PBS in australia = Govt pays the majority of the price of the drugs, hence reducing the price to consumers.

and why cant a group of skiers come together and discuss politics?
it's a big forum, i get more info on skiing than on foreign healthcare systems in this forum.

but no, i still havnt been hit by a safety bar. have you?
post #299 of 350
Quote:
Originally Posted by Strider
Mr Z.
PBS in australia = Govt pays the majority of the price of the drugs, hence reducing the price to consumers.
So technically, the PBS is having the Australian government buy U.S. drugs at negotiated prices and then sell them to Australians at a much reduced price. Now I can see why there's so much contention on the issue of "fair trade." (a term I loathe, but is semi-appropriate in the case of pharm) Because once the gov't is in the business of bidding on price, the cost of drugs can be bid down to near the cost of production (which is almost nothing). This possibility leaves room for potential abuse and that is where the contention lies. The main question is--what is the proper price, and trade agreements are the correct way to settle these issues.

I think the idea of government deciding which drugs to cover and which drugs not to cover is great in principle, but needs to be done right. Assuming that no one is corrupt and everyone is making decisions based only on scientific evidence, the gov't needs to make sure there is enough flexibility. Different drugs are appropriate for different people and the idea of limiting society to 1-2 drugs per disease is dangerous and doesnt reflect heterogeneity within the population. The government needs to ensure flexibility within the system. Having said that, since so many decisions on drugs are currently made based on marketing and not scientific evidence, this practice is definitely a step in the right direction. However, perhaps a better way to do things would be to ban drug marketing altogether (free speech issues aside). Then the decisions would be made by the people who truly should be making them--the doctors.
post #300 of 350
Thread Starter 
Quote:
Originally Posted by mrzinwin
So technically, the PBS is having the Australian government buy U.S. drugs at negotiated prices and then sell them to Australians at a much reduced price. Now I can see why there's so much contention on the issue of "fair trade." (a term I loathe, but is semi-appropriate in the case of pharm) Because once the gov't is in the business of bidding on price, the cost of drugs can be bid down to near the cost of production (which is almost nothing). This possibility leaves room for potential abuse and that is where the contention lies. The main question is--what is the proper price, and trade agreements are the correct way to settle these issues.

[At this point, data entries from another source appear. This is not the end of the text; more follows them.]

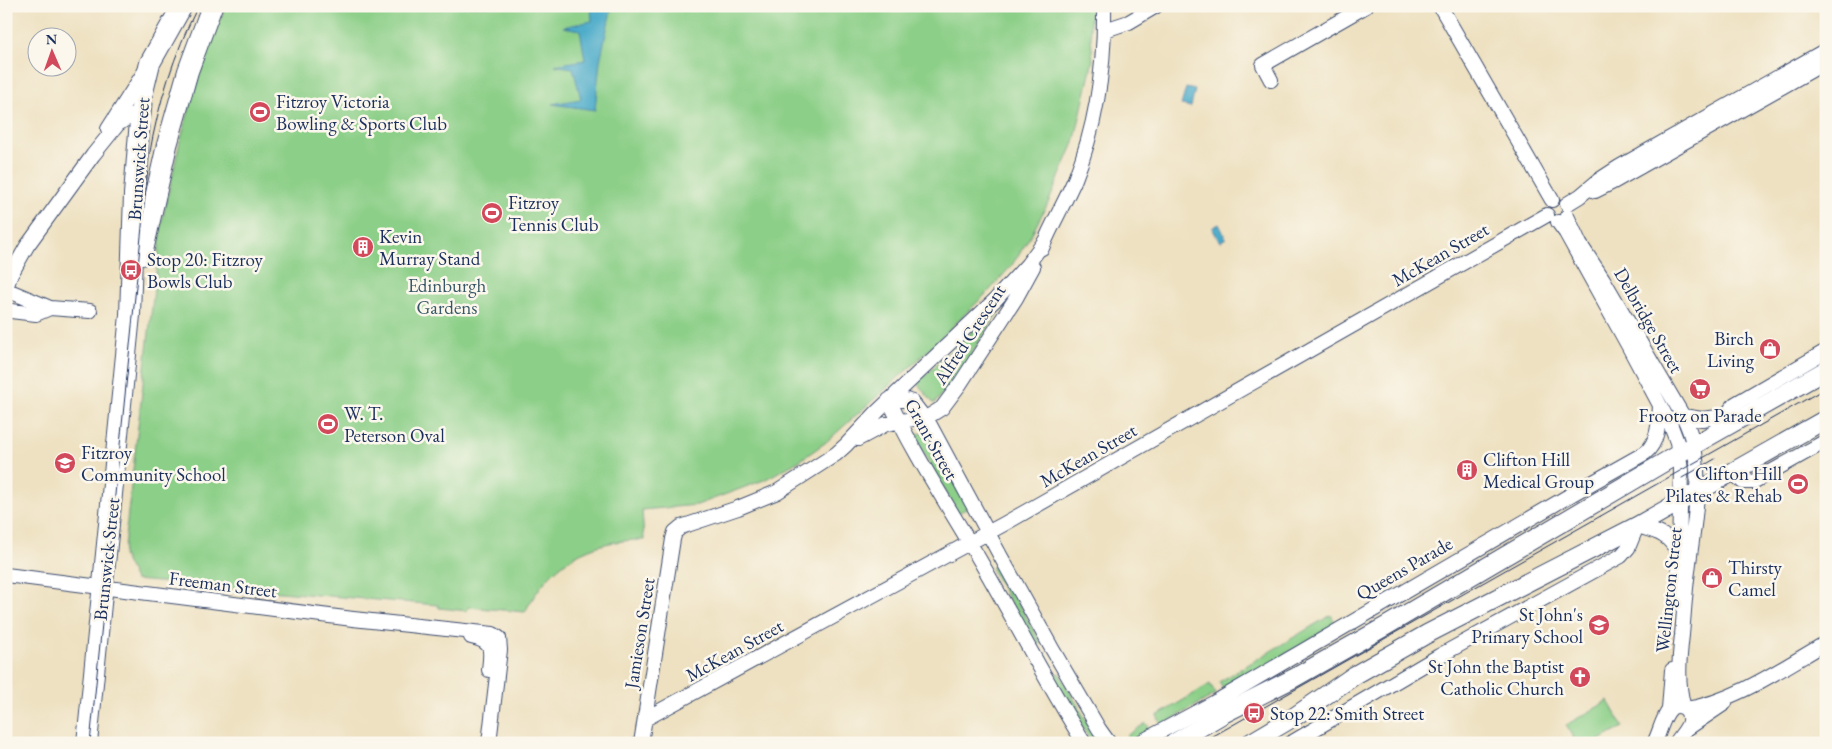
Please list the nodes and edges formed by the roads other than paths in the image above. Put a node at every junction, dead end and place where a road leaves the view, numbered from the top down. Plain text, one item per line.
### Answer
1 (182, 6) edge
2 (212, 6) edge
3 (1104, 6) edge
4 (1156, 6) edge
5 (1366, 6) edge
6 (1440, 6) edge
7 (1105, 30) junction
8 (1826, 50) edge
9 (1826, 62) edge
10 (150, 63) junction
11 (1271, 80) dead end
12 (140, 110) junction
13 (93, 155) junction
14 (1580, 196) junction
15 (1560, 214) junction
16 (1045, 240) junction
17 (27, 246) junction
18 (6, 263) edge
19 (6, 289) edge
20 (9, 305) edge
21 (50, 308) junction
22 (90, 311) dead end
23 (130, 315) junction
24 (1826, 351) edge
25 (1826, 370) edge
26 (889, 400) junction
27 (1660, 406) junction
28 (1683, 416) junction
29 (924, 417) junction
30 (1826, 420) edge
31 (899, 422) junction
32 (1724, 422) junction
33 (1826, 440) edge
34 (846, 445) junction
35 (1687, 449) junction
36 (1733, 472) junction
37 (1697, 492) junction
38 (1680, 502) junction
39 (1637, 526) junction
40 (677, 530) joint
41 (988, 533) junction
42 (970, 543) junction
43 (1678, 553) junction
44 (6, 575) edge
45 (103, 589) junction
46 (1826, 643) edge
47 (1051, 647) junction
48 (1033, 656) junction
49 (1739, 692) junction
50 (1685, 708) junction
51 (1668, 709) junction
52 (644, 719) junction
53 (1685, 730) junction
54 (1102, 741) edge
55 (489, 742) edge
56 (88, 743) edge
57 (641, 743) edge
58 (1084, 743) edge
59 (1139, 743) edge
60 (1174, 743) edge
61 (1250, 743) edge
62 (1291, 743) edge
63 (1654, 743) edge
64 (1676, 743) edge

1 - 10 highway, Brunswick Street
2 - 23 highway, Brunswick Street
3 - 7 street, Alfred Crescent
4 - 7 street
5 - 11 street
6 - 15 street
7 - 16 street, Alfred Crescent
8 - 14 street, McKean Street
9 - 14 street, McKean Street
10 - 12 highway, Brunswick Street
10 - 13 street
12 - 13 street
12 - 23 highway, Brunswick Street
13 - 17 street
14 - 15 street, McKean Street
15 - 27 street, Delbridge Street
15 - 28 street, Delbridge Street
15 - 41 street, McKean Street
16 - 26 street, Alfred Crescent
16 - 29 street, Alfred Crescent
17 - 18 street
17 - 19 street
19 - 20 street
19 - 21 street
20 - 21 street
21 - 22 street
23 - 45 highway, Brunswick Street
24 - 32 street
25 - 32 main road
26 - 29 street, Grant Street
26 - 31 street, Grant Street
26 - 34 street, Alfred Crescent
27 - 35 street, Delbridge Street
27 - 59 street, Queens Parade
28 - 32 street
28 - 35 street, Delbridge Street
29 - 31 street, Alfred Crescent
29 - 41 street, Grant Street
30 - 36 main road
31 - 34 street, Alfred Crescent
31 - 42 street, Grant Street
32 - 35 main road
33 - 36 street
34 - 40 street, Alfred Crescent
35 - 37 street, Wellington Street
35 - 38 street, Wellington Street
35 - 60 main road
36 - 37 main road
37 - 38 main road
37 - 50 street, Wellington Street
38 - 39 main road
38 - 43 street, Wellington Street
39 - 43 street
39 - 61 main road
39 - 62 street
40 - 52 street, Jamieson Street
41 - 42 street, McKean Street
41 - 47 street, Grant Street
42 - 48 street, Grant Street
42 - 52 street, McKean Street
43 - 51 street, Wellington Street
44 - 45 street, Freeman Street
45 - 55 street, Freeman Street
45 - 56 highway, Brunswick Street
46 - 49 street
47 - 48 street
47 - 54 street, Grant Street
48 - 58 street, Grant Street
49 - 50 street
49 - 53 street
50 - 51 street
50 - 53 street, Wellington Street
51 - 63 street, Wellington Street
52 - 57 street, Jamieson Street
53 - 64 street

I think the idea of government deciding which drugs to cover and which drugs not to cover is great in principle, but needs to be done right. Assuming that no one is corrupt and everyone is making decisions based only on scientific evidence, the gov't needs to make sure there is enough flexibility. Different drugs are appropriate for different people and the idea of limiting society to 1-2 drugs per disease is dangerous and doesnt reflect heterogeneity within the population. The government needs to ensure flexibility within the system. Having said that, since so many decisions on drugs are currently made based on marketing and not scientific evidence, this practice is definitely a step in the right direction. However, perhaps a better way to do things would be to ban drug marketing altogether (free speech issues aside). Then the decisions would be made by the people who truly should be making them--the doctors.
Again, how does this relate to skiing costs in the USA? Perhaps a "precis," to get things back on track? Come on, guys!